The results of this study can be translated into clinical practice and research in several ways. First, using multiple medications might be served as an indicator for psychological distress such as depression in older adults. Although the interactions between polypharmacy and anxiety have not yet been clarified, efforts should be made concerning the detection of these potential mental health problems. Second, a healthcare protocol for people with polypharmacy should incorporate elements for the mental aspect, especially in a geriatric setting. Finally, examining polypharmacy in older adults should consider more about geriatric syndrome such as frailty, thus comprehensive geriatric assessments are necessary. Moreover, qualitative findings presented that having polypharmacy might affect one’s self-perception regarding medications4 and develop burdens such as medication fatigue and side effects.39 This might suggest a clue to explore the impact of polypharmacy on people’s mental health by involving those accompanied variables.
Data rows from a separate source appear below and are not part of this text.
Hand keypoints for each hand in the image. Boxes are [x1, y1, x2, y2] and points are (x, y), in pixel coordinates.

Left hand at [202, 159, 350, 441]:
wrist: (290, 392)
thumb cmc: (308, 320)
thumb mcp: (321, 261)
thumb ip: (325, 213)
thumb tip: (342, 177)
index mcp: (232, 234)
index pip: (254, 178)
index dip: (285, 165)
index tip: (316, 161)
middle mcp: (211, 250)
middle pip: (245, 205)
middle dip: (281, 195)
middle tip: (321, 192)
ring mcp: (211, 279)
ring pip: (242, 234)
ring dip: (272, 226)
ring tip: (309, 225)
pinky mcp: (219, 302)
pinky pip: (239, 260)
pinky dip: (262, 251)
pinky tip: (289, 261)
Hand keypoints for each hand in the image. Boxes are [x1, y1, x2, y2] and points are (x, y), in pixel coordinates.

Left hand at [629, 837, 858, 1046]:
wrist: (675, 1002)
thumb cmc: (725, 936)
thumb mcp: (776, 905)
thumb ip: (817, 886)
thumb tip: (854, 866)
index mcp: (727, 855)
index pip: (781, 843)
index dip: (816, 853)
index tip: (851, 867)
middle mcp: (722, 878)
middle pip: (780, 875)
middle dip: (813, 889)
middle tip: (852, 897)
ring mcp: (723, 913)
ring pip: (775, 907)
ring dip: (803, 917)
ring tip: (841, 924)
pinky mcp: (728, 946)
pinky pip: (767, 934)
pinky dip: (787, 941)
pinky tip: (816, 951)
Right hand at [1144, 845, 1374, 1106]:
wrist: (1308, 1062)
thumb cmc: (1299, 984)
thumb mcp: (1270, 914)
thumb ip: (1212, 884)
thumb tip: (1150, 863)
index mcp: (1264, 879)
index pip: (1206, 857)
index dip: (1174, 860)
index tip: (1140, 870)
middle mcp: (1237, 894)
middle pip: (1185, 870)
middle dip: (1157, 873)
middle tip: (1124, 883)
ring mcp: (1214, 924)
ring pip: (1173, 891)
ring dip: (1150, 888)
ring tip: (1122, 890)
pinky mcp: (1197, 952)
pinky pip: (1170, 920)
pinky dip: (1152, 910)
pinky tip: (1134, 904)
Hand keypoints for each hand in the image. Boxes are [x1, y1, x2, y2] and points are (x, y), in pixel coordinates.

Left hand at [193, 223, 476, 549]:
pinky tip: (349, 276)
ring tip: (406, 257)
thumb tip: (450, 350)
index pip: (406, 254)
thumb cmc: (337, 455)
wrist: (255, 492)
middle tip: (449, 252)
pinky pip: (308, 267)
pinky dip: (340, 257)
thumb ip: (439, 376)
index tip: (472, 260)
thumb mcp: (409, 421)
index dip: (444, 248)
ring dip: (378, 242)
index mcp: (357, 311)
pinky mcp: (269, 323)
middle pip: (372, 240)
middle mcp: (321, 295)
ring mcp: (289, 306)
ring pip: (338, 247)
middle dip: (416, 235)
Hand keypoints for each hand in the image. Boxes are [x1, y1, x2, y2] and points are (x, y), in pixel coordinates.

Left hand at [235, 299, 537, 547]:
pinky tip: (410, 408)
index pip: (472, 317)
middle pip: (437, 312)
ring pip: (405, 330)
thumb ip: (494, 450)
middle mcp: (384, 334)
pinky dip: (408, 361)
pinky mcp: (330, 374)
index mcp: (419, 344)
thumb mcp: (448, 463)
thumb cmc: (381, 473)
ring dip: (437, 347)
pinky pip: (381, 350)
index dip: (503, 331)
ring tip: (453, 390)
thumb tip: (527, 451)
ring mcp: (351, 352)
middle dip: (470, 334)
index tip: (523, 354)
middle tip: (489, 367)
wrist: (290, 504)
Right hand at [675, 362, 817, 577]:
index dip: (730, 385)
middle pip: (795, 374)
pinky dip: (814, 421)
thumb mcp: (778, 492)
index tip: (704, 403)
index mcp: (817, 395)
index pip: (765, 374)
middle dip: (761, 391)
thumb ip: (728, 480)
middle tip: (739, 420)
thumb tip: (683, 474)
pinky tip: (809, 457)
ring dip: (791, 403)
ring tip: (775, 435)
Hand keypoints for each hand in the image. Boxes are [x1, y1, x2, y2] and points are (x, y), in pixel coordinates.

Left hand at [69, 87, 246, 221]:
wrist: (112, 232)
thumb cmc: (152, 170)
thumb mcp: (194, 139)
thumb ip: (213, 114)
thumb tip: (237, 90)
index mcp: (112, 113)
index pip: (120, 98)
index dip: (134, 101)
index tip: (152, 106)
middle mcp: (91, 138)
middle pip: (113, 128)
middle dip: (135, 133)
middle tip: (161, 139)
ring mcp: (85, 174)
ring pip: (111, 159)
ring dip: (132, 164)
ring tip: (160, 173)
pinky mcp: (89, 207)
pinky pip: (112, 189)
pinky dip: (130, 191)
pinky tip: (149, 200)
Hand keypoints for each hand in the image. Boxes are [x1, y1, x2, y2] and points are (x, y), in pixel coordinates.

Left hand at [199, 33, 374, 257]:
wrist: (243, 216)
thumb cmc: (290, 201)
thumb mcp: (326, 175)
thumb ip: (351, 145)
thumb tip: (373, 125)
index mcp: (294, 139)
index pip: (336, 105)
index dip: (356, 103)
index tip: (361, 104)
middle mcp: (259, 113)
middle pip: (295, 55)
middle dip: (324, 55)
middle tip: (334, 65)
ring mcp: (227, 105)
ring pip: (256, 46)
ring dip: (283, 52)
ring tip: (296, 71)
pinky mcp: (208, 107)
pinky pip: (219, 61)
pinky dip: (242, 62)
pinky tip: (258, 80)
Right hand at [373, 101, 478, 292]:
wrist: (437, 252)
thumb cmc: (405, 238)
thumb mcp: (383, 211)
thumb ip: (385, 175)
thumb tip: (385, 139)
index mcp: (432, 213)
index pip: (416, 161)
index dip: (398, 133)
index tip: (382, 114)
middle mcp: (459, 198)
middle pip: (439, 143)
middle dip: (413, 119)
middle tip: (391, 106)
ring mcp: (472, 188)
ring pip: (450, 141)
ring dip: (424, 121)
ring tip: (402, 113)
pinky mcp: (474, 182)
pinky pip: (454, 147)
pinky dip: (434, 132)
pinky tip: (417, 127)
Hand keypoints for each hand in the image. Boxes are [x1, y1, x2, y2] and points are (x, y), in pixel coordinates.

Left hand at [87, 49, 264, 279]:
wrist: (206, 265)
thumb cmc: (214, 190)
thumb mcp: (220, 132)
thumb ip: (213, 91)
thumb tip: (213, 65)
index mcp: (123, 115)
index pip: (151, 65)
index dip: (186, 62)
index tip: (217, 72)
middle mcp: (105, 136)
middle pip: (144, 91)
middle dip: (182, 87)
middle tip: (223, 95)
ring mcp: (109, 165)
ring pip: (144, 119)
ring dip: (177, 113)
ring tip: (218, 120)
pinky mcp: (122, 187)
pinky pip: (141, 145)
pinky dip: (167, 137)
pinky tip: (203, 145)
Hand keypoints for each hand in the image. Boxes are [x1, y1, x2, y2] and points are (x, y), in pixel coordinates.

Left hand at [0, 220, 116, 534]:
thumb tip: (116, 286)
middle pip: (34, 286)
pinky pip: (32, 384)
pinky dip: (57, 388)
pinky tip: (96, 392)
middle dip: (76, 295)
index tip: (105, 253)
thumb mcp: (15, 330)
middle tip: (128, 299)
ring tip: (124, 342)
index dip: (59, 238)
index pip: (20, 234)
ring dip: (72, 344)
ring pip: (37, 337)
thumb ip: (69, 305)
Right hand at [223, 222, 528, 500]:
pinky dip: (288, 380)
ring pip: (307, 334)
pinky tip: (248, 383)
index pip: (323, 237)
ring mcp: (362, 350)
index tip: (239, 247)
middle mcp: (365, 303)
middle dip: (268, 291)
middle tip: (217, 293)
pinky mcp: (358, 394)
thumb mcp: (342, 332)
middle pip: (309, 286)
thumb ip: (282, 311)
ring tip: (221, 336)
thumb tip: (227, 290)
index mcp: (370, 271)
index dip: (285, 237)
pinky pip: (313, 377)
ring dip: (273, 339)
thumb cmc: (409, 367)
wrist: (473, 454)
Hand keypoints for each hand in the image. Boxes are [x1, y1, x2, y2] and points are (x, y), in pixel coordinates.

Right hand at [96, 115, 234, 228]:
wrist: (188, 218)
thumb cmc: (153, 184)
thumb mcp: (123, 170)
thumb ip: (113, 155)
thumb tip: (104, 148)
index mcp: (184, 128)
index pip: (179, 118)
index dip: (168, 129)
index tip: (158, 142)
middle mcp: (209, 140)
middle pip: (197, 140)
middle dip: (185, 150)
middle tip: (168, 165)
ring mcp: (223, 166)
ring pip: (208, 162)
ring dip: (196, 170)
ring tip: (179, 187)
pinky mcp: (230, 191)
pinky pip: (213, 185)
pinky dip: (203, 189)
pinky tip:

The current study has found a possible link between polypharmacy and depression in a national sample of Chinese older adults, suggesting that those with polypharmacy might be at greater risk of developing depression. Having polypharmacy may serve as a screener to identify symptoms of depression among this population. Verification of this finding is required across different settings and further research with comprehensive measures about polypharmacy could help to better explore such an association.
The authors acknowledge Peking University Center for Healthy Ageing and Development Studies (PKU CHADS) for sharing the data of the Chinese Longitudinal Healthy Longevity Survey (CLHLS).
There is no funding to report.
The authors report no conflicts of interest in this work.